I'm very happy that projects like this exist, and hope that they succeed in their mission.

With the current state of the web, filled with mostly spam content designed to generate ad revenue and to exploit the user, accessed from mainstream browsers produced by large corporations that are increasingly trying to do the same thing, web users are being squeezed from all sides. Using the web today is a hostile experience, and the only safe haven from all this nonsense is using community-supported alternative browsers, that are really stripped down versions of mainstream ones, and relying heavily on ad, cookie, JavaScript and other blockers, which may stop working at any point. This is a difficult task only tech savvy users can realistically do, while most other users have no choice.

A new, independent, browser alone will not solve this, but it's certainly a step in the right direction.
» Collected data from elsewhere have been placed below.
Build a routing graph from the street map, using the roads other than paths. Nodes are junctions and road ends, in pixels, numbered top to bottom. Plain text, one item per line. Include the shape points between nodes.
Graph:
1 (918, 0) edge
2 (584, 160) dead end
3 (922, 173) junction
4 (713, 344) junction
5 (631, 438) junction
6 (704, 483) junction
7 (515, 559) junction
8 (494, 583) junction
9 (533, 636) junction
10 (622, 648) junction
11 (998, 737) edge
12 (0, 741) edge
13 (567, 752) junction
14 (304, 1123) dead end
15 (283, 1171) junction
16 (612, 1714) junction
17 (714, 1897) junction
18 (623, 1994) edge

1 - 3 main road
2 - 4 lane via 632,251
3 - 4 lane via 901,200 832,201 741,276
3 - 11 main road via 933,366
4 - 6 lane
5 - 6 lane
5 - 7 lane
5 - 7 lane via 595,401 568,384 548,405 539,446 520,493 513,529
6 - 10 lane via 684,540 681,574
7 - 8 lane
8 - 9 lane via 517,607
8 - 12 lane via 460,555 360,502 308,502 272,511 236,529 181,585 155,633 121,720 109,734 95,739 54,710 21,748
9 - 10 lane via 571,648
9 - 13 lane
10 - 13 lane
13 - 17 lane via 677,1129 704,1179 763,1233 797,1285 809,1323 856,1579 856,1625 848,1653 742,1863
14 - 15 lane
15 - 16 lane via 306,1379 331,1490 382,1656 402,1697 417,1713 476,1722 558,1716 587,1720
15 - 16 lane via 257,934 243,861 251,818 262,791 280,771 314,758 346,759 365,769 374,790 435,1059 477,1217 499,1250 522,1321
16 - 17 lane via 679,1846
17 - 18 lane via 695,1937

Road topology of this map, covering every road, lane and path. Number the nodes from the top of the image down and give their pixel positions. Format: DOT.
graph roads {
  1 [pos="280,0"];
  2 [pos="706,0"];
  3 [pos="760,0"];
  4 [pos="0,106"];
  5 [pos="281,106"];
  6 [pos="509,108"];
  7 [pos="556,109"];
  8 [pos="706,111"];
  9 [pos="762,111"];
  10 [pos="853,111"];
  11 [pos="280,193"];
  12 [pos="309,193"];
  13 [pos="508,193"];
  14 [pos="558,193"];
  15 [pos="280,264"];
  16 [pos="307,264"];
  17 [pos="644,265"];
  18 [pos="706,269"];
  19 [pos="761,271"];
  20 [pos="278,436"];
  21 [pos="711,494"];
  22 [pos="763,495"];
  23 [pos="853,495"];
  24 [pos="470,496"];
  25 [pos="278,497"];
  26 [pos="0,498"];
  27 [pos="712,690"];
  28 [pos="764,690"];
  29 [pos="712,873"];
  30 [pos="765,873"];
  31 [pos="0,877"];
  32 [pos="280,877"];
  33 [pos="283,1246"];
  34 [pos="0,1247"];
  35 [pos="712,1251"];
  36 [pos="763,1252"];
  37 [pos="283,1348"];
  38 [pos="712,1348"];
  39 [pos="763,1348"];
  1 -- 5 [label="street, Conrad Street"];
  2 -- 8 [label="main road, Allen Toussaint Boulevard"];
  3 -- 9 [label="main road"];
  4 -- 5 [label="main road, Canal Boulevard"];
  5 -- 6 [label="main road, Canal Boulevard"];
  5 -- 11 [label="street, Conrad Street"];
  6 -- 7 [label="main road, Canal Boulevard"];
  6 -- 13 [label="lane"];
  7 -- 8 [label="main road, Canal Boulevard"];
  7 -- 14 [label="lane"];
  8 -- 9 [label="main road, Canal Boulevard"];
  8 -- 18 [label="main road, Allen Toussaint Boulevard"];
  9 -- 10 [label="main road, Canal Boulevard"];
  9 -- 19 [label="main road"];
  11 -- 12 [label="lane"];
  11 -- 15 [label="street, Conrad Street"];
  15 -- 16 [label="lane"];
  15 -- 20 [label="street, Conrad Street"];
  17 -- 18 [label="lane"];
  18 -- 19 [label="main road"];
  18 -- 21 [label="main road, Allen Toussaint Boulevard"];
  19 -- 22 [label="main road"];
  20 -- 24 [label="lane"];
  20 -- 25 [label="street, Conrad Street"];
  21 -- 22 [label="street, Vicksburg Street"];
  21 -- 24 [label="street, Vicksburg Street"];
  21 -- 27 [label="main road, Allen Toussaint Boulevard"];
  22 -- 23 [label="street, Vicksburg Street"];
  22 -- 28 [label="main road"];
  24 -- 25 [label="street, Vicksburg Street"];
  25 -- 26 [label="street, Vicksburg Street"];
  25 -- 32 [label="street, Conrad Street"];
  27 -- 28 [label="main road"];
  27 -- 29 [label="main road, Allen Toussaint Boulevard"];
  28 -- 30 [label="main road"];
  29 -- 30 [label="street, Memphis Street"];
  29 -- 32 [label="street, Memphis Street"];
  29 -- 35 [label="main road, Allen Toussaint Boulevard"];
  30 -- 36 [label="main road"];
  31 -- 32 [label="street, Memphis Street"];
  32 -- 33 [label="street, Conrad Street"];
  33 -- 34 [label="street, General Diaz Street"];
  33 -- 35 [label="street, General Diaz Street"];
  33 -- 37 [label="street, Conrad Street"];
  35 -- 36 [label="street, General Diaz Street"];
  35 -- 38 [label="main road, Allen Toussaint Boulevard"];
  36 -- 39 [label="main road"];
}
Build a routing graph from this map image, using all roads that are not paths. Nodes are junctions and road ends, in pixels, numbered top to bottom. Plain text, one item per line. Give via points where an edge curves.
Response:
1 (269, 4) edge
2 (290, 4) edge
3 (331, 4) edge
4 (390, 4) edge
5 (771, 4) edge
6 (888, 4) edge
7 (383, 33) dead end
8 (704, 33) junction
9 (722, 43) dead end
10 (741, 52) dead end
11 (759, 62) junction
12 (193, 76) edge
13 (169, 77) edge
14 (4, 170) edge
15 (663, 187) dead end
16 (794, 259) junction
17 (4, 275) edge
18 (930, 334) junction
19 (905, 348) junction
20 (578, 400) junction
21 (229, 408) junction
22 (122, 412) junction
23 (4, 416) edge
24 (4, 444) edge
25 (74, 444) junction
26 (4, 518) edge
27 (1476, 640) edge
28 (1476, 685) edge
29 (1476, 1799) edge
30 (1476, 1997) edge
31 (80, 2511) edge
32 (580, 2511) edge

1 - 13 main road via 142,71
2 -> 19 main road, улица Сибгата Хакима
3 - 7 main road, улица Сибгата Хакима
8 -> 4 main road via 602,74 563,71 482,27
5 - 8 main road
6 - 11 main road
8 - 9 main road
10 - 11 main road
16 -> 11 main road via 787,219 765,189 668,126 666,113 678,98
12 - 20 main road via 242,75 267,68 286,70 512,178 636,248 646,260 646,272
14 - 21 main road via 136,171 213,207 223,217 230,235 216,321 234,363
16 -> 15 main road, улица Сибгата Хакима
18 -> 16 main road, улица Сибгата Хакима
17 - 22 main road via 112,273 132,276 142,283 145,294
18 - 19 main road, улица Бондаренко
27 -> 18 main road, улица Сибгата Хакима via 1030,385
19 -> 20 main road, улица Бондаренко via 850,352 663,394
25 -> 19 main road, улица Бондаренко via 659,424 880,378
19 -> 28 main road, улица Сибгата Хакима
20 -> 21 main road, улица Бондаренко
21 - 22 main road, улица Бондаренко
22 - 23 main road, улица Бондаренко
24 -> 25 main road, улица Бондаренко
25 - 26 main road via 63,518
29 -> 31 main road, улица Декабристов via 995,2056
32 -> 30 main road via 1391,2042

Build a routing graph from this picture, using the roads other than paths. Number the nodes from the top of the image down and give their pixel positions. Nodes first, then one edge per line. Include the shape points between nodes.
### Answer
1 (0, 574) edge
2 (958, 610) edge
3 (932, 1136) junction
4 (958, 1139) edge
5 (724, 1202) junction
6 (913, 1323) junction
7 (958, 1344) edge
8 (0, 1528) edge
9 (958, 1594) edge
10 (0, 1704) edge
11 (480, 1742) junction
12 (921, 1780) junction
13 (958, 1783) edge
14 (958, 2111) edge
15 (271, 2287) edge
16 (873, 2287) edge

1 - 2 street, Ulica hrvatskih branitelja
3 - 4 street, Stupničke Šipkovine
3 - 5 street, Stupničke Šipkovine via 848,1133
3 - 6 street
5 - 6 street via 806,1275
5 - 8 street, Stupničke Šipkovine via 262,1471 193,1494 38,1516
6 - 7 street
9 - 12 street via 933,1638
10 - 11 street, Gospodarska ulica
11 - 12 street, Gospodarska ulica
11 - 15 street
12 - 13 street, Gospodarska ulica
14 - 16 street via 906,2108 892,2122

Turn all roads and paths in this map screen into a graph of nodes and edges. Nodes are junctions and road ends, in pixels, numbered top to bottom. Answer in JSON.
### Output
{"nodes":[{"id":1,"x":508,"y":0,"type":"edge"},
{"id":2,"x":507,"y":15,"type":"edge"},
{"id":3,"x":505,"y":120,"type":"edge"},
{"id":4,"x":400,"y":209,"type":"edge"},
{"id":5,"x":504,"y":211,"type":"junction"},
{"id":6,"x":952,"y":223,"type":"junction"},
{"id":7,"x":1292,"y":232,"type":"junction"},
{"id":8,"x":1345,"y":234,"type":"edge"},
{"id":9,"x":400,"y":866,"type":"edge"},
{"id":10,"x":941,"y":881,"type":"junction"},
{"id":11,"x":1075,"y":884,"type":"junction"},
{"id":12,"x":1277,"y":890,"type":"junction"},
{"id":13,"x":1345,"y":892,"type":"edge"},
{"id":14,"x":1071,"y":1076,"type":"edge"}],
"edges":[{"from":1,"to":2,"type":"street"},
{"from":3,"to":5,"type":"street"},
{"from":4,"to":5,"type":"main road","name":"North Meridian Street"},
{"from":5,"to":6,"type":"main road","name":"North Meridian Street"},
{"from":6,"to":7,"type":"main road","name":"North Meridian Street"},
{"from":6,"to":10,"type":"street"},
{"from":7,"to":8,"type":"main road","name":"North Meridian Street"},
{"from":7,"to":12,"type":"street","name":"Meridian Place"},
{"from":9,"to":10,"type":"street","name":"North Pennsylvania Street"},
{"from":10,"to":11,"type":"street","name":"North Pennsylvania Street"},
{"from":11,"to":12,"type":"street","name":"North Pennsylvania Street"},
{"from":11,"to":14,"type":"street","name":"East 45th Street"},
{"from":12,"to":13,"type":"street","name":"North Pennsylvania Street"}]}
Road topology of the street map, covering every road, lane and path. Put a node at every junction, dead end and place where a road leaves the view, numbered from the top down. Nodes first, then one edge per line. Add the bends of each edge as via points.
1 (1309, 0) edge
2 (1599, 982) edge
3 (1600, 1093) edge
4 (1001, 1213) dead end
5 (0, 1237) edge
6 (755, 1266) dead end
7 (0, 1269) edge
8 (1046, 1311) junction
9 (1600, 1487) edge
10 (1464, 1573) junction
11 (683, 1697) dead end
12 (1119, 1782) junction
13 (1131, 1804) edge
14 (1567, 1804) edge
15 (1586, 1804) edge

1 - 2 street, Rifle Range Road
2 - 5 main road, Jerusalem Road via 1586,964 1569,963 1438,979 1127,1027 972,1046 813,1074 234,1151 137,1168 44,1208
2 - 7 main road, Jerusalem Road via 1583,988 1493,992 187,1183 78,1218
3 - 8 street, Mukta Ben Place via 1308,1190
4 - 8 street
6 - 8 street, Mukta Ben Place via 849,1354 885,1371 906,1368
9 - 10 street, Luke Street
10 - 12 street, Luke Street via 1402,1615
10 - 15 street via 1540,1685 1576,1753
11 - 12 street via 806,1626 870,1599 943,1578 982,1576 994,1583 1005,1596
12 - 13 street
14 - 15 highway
> Using the web today is a hostile experience, and the only safe haven from all this nonsense is using community-supported alternative browsers, that are really stripped down versions of mainstream ones, and relying heavily on ad, cookie, JavaScript and other blockers, which may stop working at any point.

I think the actual root of the problem is that the people and organizations developing and running the sites do want to force the ads, analytics and other things upon you and you as a user basically have to hack around that. If the users actually took a stance with something a bit like https://en.wikipedia.org/wiki/GNU_LibreJS then the sad reality would be that you just couldn't use most sites altogether.



I found NoScript to be a good alternative. It disables JS by default but then you can reenable per page but also per domain. You only enable just what you need for the page to work and sometimes only temporarily.

I still need to enable things here and there but it's a fairly easy straightforward process.

Couple this with uBlock and firefox Container (where I am logged to google only for gmail in a specific container) and the web is pleasant again



uBlock Origin already supports Javascript blocking (both globally and per domain) if you enable advanced mode. Redundant extensions are just extra attack surface.



Ladybird has a good use case on embedded projects where there is a need to use a well understood API for small gadgets acting as clients. I wish success.



> Ladybird now targets Linux and macOS. The SerenityOS target is dropped.

What does this mean, that Ladybird will no longer run on Serenity OS? And that is up to the Serenity peeps to make it run should they wish to do so?



Yeah and I believe the reason given is because Ladybird wanted to use third party code and SerenityOS has a no third party code policy which made targeting Serenity kind of hard.



From GitHub.

> Ladybird is a truly independent web browser, using a novel engine based on web standards.

So I assume they want to build a truly independent web browser instead of leaving the Browser market to Google, Apple, and Firefox (relies heavily on Google ad revenue.) and executives that run them who are primarily motivated by money.